I absolutely loved running a staple gun, they aren't as heavy as a nail gun, you reload every four bundles instead of every bundle like with nail guns, didn't have any where near as many jam ups and when I did they were easier to deal with than gun nails.

I just tore of an 18 year old 20 yr, 3-tab OC a couple weeks ago that had been stapled " not by me" and not one tab had been lost or any other type of patch work found on it.

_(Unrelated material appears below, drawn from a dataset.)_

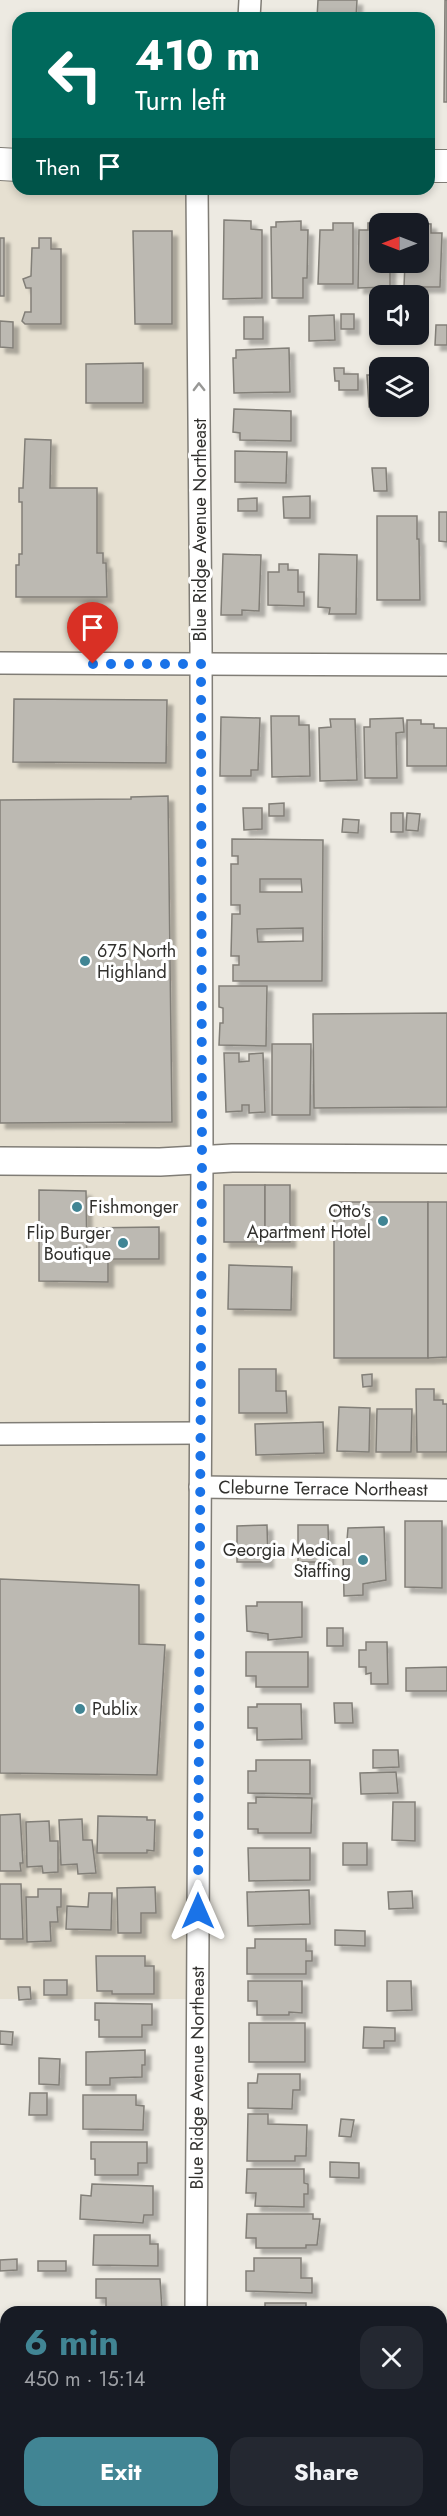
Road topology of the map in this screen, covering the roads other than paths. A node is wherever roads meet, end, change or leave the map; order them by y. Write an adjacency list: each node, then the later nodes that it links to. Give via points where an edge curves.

With that said, the only time I ran one was in Orlando, Florida and that area's code changed to where nails had to be used, thus those 9 weeks or so with DFC was the only time I ever used one.
I moved back to Ohio roughly 3 years after that so I have no idea how well/long they held up.


----------



## seeyou (Dec 12, 2008)

Staples are rare around here. I've only torn off one stapled roof and it came off pretty easily - the staples came up with the shingles rather than pulling through. This removal was for an addition tie in and we removed the entire plane. It was a fairly new roof. No missing shingles.


----------



## jcalvin (Feb 1, 2008)

I used to build textile export crates for an international company a few years back. I kept having problems with the nails that were holding on the OSB to the 2x's working loose due to being moved so much. I switched to staples and never had another problem. They were 1/2 crown 2" length. I still use them to fasten OSB to anything. I have also used them for T&G flooring with good results but never tried them on anything else. I would love to find a vinyl siding stapler that I could adjust the seating depth on the gun instead of the air pressure.


----------



## dougger222 (Jan 29, 2004)

I have put on hundreds of roofs with staples. Back from 10-20 years ago more roofers stapled than nailed. We used to run Senco PW's 1 inch crown 7/8 or 1 inch long. The only blow offs we had were from New Horizons not sealing and they blew off again after being hand nailed so it wasn't the method of installation but rather the shingle. I gotta say they jammed more than the Hitachi nailers and were really bad with wet shingles. Ran a Bostitch for the last year and they were a tad better. Like Slyfox mentioned lighter than a nail gun and you could go longer between reloads. It took quite a while to get as fast as gun nailing than stapling.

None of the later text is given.